Ramesh K Dhiman, Chandigarh

Ban political activities at Plaza
Sector 17, at present, has become an arena for dharnas and candlelight vigils, giving the shopping centre a political hue. To revive its lost essence, it must be freed of all political activities, even if these are peaceful. Let there be another central place or an open ground demarcated for all such activities. The Sector-17 Plaza should be left free for people to come and shop, attend exhibitions and spend some leisurely time, like at Connaught Place and India Gate in Delhi. In the evenings, light music can be played in the central space where people sit and relax. There should be some games for children as well besides attractions for senior citizens.
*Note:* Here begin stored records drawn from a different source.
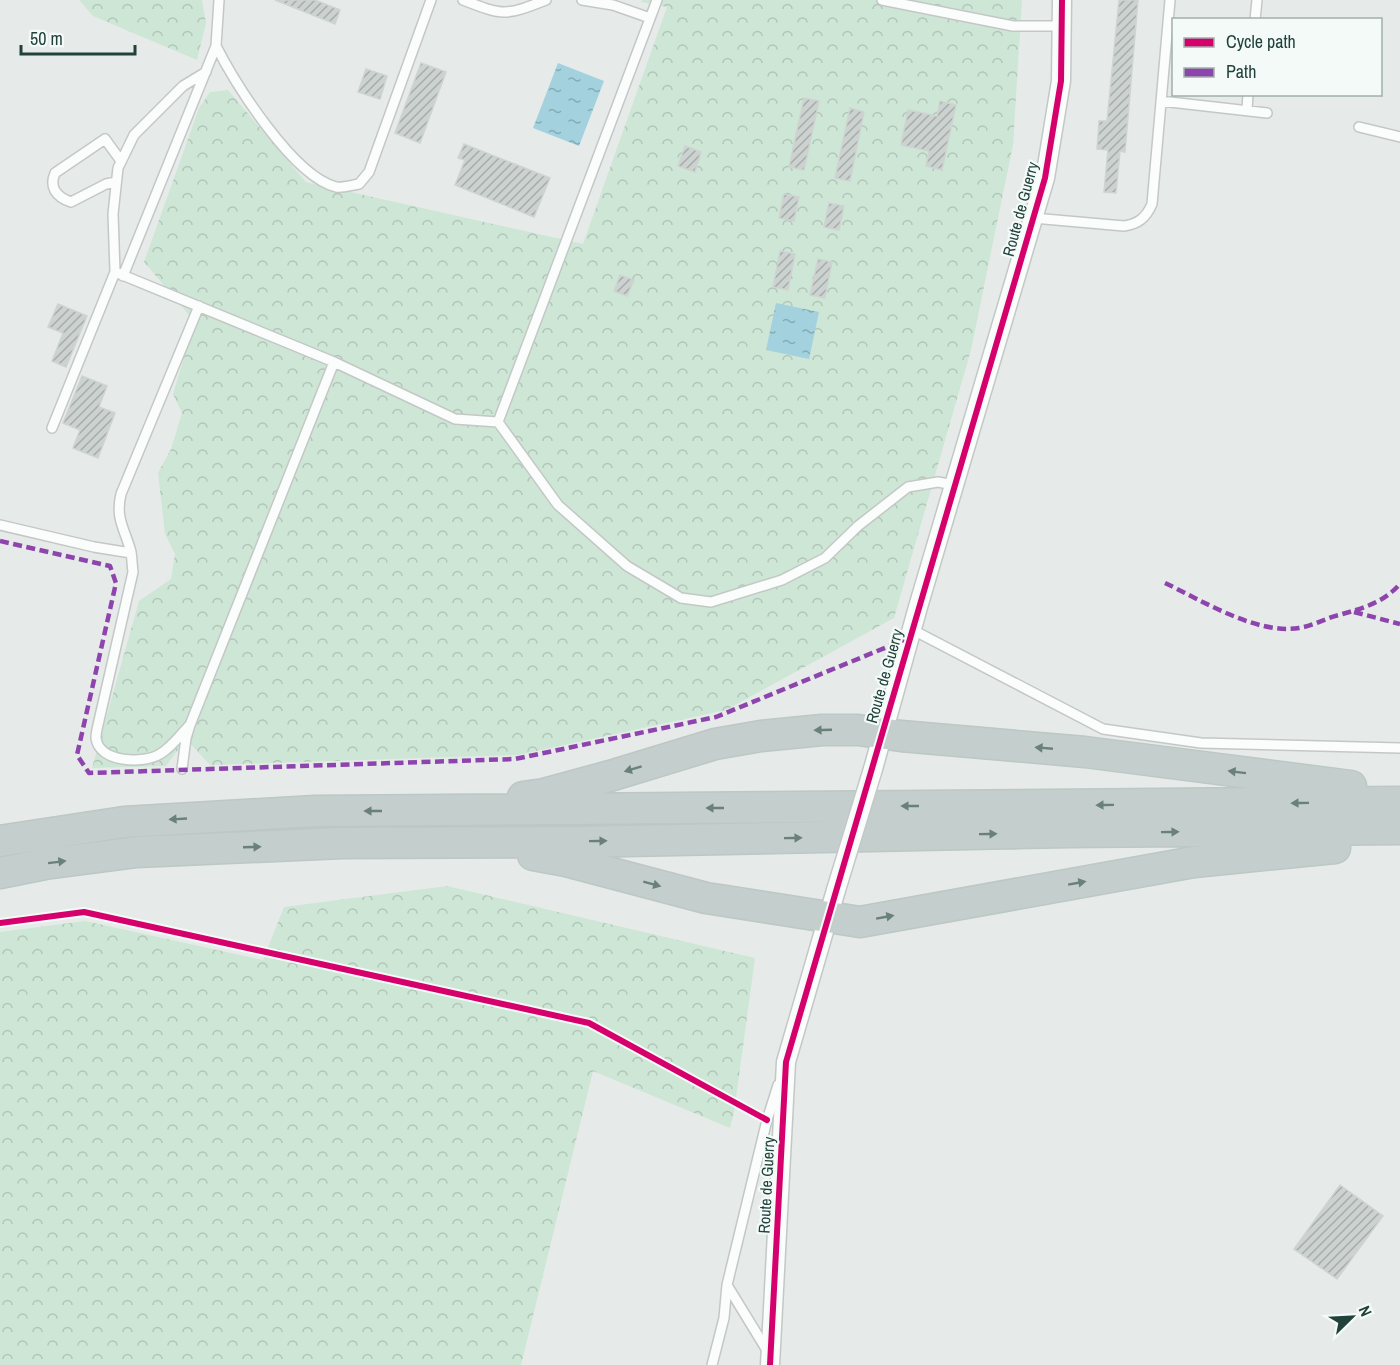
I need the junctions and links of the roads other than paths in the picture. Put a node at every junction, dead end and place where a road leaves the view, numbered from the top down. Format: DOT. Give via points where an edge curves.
graph roads {
  1 [pos="219,0"];
  2 [pos="431,0"];
  3 [pos="463,0"];
  4 [pos="546,0"];
  5 [pos="582,0"];
  6 [pos="657,0"];
  7 [pos="882,0"];
  8 [pos="1062,0"];
  9 [pos="1170,0"];
  10 [pos="1257,0"];
  11 [pos="650,18"];
  12 [pos="1255,18"];
  13 [pos="1061,26"];
  14 [pos="216,46"];
  15 [pos="206,72"];
  16 [pos="1248,96"];
  17 [pos="1161,101"];
  18 [pos="1247,110"];
  19 [pos="1267,113"];
  20 [pos="1359,127"];
  21 [pos="1400,136"];
  22 [pos="121,161"];
  23 [pos="116,182"];
  24 [pos="1033,218"];
  25 [pos="119,274"];
  26 [pos="199,306"];
  27 [pos="334,362"];
  28 [pos="498,422"];
  29 [pos="52,428"];
  30 [pos="954,485"];
  31 [pos="0,525"];
  32 [pos="131,553"];
  33 [pos="911,629"];
  34 [pos="190,724"];
  35 [pos="881,733"];
  36 [pos="1400,748"];
  37 [pos="182,770"];
  38 [pos="1400,789"];
  39 [pos="1400,802"];
  40 [pos="431,810"];
  41 [pos="1400,830"];
  42 [pos="0,841"];
  43 [pos="456,843"];
  44 [pos="1400,844"];
  45 [pos="0,873"];
  46 [pos="831,903"];
  47 [pos="786,1062"];
  48 [pos="727,1285"];
  49 [pos="770,1361"];
  50 [pos="712,1365"];
  1 -- 14 [label="lane"];
  2 -- 14 [label="lane" via="369,172 359,184 337,187 310,174 269,129"];
  3 -- 4 [label="lane" via="495,13 515,13"];
  5 -- 11 [label="lane" via="613,5"];
  6 -- 11 [label="lane"];
  7 -- 13 [label="lane" via="1014,26"];
  8 -- 13 [label="street, Route de Guerry"];
  9 -- 17 [label="lane"];
  10 -- 12 [label="lane"];
  11 -- 28 [label="lane"];
  13 -- 24 [label="street, Route de Guerry" via="1060,81 1045,178"];
  14 -- 15 [label="lane"];
  15 -- 22 [label="lane" via="183,86 134,135"];
  15 -- 25 [label="lane"];
  16 -- 18 [label="lane"];
  17 -- 18 [label="lane"];
  17 -- 24 [label="lane" via="1152,204 1143,219 1124,226"];
  18 -- 19 [label="lane"];
  20 -- 21 [label="lane"];
  22 -- 23 [label="lane"];
  22 -- 23 [label="lane" via="105,139 55,173 52,181 54,191 70,202"];
  23 -- 25 [label="lane" via="114,214"];
  24 -- 30 [label="street, Route de Guerry"];
  25 -- 26 [label="lane"];
  25 -- 29 [label="lane"];
  26 -- 27 [label="lane"];
  26 -- 32 [label="lane" via="121,494 119,520"];
  27 -- 28 [label="lane" via="455,419"];
  27 -- 34 [label="lane"];
  28 -- 30 [label="lane" via="558,505 627,566 681,598 711,602 782,580 825,558 908,487 938,482"];
  30 -- 33 [label="street, Route de Guerry"];
  31 -- 32 [label="lane"];
  32 -- 34 [label="lane" via="133,572 96,740 112,757 144,759 160,755"];
  33 -- 35 [label="street, Route de Guerry"];
  33 -- 36 [label="lane" via="1102,729 1201,743"];
  34 -- 37 [label="lane"];
  38 -- 35 [label="highway, one-way"];
  35 -- 40 [label="highway, one-way" via="822,730 714,744 544,794"];
  35 -- 46 [label="street, Route de Guerry, bridge"];
  39 -- 40 [label="highway, one-way"];
  40 -- 42 [label="highway, one-way" via="315,811 124,822"];
  43 -- 41 [label="highway, one-way"];
  45 -- 43 [label="highway, one-way" via="137,852 343,843"];
  43 -- 46 [label="highway, one-way" via="566,861 706,898"];
  46 -- 44 [label="highway, one-way" via="860,922 1194,861"];
  46 -- 47 [label="street, Route de Guerry"];
  47 -- 48 [label="lane" via="767,1120"];
  47 -- 49 [label="street, Route de Guerry"];
  48 -- 49 [label="lane"];
  48 -- 50 [label="lane" via="724,1318"];
}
All that the authorities need is some will.
Colonel RD Singh (retd), Ambala Cantt

Removal of signboardsstep in right direction
The authorities should have in place an acceptable blueprint for rejuvenating Sector 17 by involving various stakeholders, including administrative officials, traders and eminent citizens. The drive to remove signboards of non-permissible size and shape that were marring the desired appearance of buildings housing showrooms was a step in the right direction. Now, the focus should be shifted to buildings housing various government offices as well.
Dr Vijay Kumar Soi, Chandigarh

Ban defacement of facade
People from far-off places come to Chandigarh to see the work of Le Corbusier. Traders, by putting up signboards and advertisements, have defaced the architectural heritage for which the city is famous. In this light, it was important to remove such materials to revive the lost glory of Sector 17, the heart of Chandigarh.